From the line containing "middle tip: (441, 77)" to the last line of the listing below, repeat every line exactly, and output nothing else.

[MATERIAL TO PROCESS — start]

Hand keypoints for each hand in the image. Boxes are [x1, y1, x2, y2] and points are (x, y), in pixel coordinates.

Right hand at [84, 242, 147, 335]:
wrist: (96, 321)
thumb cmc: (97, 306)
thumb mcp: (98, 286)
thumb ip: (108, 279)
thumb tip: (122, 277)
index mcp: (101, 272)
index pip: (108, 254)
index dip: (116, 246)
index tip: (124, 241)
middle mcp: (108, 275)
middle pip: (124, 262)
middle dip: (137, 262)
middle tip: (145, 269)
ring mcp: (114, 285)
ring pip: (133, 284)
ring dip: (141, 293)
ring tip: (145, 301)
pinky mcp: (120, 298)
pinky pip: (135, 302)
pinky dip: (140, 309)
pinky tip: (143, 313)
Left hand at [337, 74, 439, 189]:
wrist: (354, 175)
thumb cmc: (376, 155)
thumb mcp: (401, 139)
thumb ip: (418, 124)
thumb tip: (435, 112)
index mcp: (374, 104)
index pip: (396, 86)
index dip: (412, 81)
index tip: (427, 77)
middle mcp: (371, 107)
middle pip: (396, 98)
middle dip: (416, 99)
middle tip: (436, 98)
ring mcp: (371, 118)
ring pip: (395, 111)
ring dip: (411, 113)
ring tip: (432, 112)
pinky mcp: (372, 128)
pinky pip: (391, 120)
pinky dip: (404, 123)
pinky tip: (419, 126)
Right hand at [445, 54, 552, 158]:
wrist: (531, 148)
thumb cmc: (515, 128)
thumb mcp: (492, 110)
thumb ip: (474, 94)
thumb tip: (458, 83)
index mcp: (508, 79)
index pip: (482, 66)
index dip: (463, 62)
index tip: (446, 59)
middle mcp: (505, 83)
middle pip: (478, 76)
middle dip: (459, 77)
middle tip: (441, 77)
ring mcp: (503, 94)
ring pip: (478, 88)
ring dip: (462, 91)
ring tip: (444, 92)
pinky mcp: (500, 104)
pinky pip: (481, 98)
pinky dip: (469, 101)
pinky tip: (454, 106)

[MATERIAL TO PROCESS — finish]

RESPONSE TO THIS TASK –
middle tip: (441, 77)
ring mcp: (503, 94)
ring pip: (478, 88)
ring dip: (462, 91)
ring tip: (444, 92)
pinky mcp: (500, 104)
pinky pip: (481, 98)
pinky dip: (469, 101)
pinky tip: (454, 106)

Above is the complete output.